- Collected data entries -
-.-.-

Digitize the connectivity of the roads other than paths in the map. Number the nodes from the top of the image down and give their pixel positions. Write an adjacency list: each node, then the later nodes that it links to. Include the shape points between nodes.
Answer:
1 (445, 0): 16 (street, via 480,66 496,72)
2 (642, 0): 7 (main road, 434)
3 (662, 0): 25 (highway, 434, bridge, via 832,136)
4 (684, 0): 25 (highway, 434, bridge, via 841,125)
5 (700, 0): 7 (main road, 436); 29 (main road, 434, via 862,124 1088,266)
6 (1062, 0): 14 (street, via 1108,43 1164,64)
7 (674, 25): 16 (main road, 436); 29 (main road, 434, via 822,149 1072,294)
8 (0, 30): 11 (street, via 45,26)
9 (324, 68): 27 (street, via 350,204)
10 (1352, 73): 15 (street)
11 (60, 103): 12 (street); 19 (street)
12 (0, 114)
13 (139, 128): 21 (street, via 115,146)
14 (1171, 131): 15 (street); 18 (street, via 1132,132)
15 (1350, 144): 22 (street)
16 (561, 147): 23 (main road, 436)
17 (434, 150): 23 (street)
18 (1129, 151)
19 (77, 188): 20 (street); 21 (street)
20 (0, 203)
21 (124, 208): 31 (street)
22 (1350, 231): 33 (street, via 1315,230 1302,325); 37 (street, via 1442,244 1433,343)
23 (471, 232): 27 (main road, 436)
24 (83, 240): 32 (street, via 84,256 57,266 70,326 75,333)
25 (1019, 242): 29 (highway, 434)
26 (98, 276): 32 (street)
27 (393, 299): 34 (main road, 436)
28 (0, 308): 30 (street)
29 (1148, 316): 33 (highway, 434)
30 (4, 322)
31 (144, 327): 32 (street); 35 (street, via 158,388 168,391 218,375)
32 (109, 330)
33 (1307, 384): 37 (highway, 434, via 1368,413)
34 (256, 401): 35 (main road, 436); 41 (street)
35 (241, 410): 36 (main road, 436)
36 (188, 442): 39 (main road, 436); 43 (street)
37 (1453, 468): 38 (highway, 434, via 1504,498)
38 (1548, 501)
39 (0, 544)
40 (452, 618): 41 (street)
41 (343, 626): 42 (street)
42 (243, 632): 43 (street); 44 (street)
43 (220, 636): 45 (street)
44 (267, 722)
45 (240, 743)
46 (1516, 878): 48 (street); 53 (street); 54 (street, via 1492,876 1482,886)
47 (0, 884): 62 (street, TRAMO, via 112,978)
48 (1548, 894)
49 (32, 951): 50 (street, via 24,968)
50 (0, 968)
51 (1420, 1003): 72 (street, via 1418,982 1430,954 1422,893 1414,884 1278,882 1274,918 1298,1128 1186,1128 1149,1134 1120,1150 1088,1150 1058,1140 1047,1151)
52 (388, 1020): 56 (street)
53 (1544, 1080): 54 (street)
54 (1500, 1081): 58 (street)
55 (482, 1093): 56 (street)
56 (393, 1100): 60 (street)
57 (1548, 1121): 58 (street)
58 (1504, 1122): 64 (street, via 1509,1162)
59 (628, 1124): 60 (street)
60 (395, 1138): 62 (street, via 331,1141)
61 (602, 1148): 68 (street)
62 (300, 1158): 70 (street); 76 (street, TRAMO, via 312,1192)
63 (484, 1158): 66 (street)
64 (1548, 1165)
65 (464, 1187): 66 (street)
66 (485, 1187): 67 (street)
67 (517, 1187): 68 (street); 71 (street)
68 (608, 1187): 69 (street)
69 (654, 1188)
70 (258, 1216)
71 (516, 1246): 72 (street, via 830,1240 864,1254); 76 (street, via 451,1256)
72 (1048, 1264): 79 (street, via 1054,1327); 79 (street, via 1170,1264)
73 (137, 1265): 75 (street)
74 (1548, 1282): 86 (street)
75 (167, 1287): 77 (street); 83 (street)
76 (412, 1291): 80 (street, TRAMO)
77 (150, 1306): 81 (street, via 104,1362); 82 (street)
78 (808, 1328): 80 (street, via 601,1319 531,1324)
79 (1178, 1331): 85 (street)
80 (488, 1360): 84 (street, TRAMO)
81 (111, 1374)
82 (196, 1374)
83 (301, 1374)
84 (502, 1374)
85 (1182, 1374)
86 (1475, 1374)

-.-.-

- About this task -
Each record is to be repeated word for word, with none skipped.

- Response to the exercise -
Digitize the connectivity of the roads other than paths in the map. Number the nodes from the top of the image down and give their pixel positions. Write an adjacency list: each node, then the later nodes that it links to. Include the shape points between nodes.
Answer:
1 (445, 0): 16 (street, via 480,66 496,72)
2 (642, 0): 7 (main road, 434)
3 (662, 0): 25 (highway, 434, bridge, via 832,136)
4 (684, 0): 25 (highway, 434, bridge, via 841,125)
5 (700, 0): 7 (main road, 436); 29 (main road, 434, via 862,124 1088,266)
6 (1062, 0): 14 (street, via 1108,43 1164,64)
7 (674, 25): 16 (main road, 436); 29 (main road, 434, via 822,149 1072,294)
8 (0, 30): 11 (street, via 45,26)
9 (324, 68): 27 (street, via 350,204)
10 (1352, 73): 15 (street)
11 (60, 103): 12 (street); 19 (street)
12 (0, 114)
13 (139, 128): 21 (street, via 115,146)
14 (1171, 131): 15 (street); 18 (street, via 1132,132)
15 (1350, 144): 22 (street)
16 (561, 147): 23 (main road, 436)
17 (434, 150): 23 (street)
18 (1129, 151)
19 (77, 188): 20 (street); 21 (street)
20 (0, 203)
21 (124, 208): 31 (street)
22 (1350, 231): 33 (street, via 1315,230 1302,325); 37 (street, via 1442,244 1433,343)
23 (471, 232): 27 (main road, 436)
24 (83, 240): 32 (street, via 84,256 57,266 70,326 75,333)
25 (1019, 242): 29 (highway, 434)
26 (98, 276): 32 (street)
27 (393, 299): 34 (main road, 436)
28 (0, 308): 30 (street)
29 (1148, 316): 33 (highway, 434)
30 (4, 322)
31 (144, 327): 32 (street); 35 (street, via 158,388 168,391 218,375)
32 (109, 330)
33 (1307, 384): 37 (highway, 434, via 1368,413)
34 (256, 401): 35 (main road, 436); 41 (street)
35 (241, 410): 36 (main road, 436)
36 (188, 442): 39 (main road, 436); 43 (street)
37 (1453, 468): 38 (highway, 434, via 1504,498)
38 (1548, 501)
39 (0, 544)
40 (452, 618): 41 (street)
41 (343, 626): 42 (street)
42 (243, 632): 43 (street); 44 (street)
43 (220, 636): 45 (street)
44 (267, 722)
45 (240, 743)
46 (1516, 878): 48 (street); 53 (street); 54 (street, via 1492,876 1482,886)
47 (0, 884): 62 (street, TRAMO, via 112,978)
48 (1548, 894)
49 (32, 951): 50 (street, via 24,968)
50 (0, 968)
51 (1420, 1003): 72 (street, via 1418,982 1430,954 1422,893 1414,884 1278,882 1274,918 1298,1128 1186,1128 1149,1134 1120,1150 1088,1150 1058,1140 1047,1151)
52 (388, 1020): 56 (street)
53 (1544, 1080): 54 (street)
54 (1500, 1081): 58 (street)
55 (482, 1093): 56 (street)
56 (393, 1100): 60 (street)
57 (1548, 1121): 58 (street)
58 (1504, 1122): 64 (street, via 1509,1162)
59 (628, 1124): 60 (street)
60 (395, 1138): 62 (street, via 331,1141)
61 (602, 1148): 68 (street)
62 (300, 1158): 70 (street); 76 (street, TRAMO, via 312,1192)
63 (484, 1158): 66 (street)
64 (1548, 1165)
65 (464, 1187): 66 (street)
66 (485, 1187): 67 (street)
67 (517, 1187): 68 (street); 71 (street)
68 (608, 1187): 69 (street)
69 (654, 1188)
70 (258, 1216)
71 (516, 1246): 72 (street, via 830,1240 864,1254); 76 (street, via 451,1256)
72 (1048, 1264): 79 (street, via 1054,1327); 79 (street, via 1170,1264)
73 (137, 1265): 75 (street)
74 (1548, 1282): 86 (street)
75 (167, 1287): 77 (street); 83 (street)
76 (412, 1291): 80 (street, TRAMO)
77 (150, 1306): 81 (street, via 104,1362); 82 (street)
78 (808, 1328): 80 (street, via 601,1319 531,1324)
79 (1178, 1331): 85 (street)
80 (488, 1360): 84 (street, TRAMO)
81 (111, 1374)
82 (196, 1374)
83 (301, 1374)
84 (502, 1374)
85 (1182, 1374)
86 (1475, 1374)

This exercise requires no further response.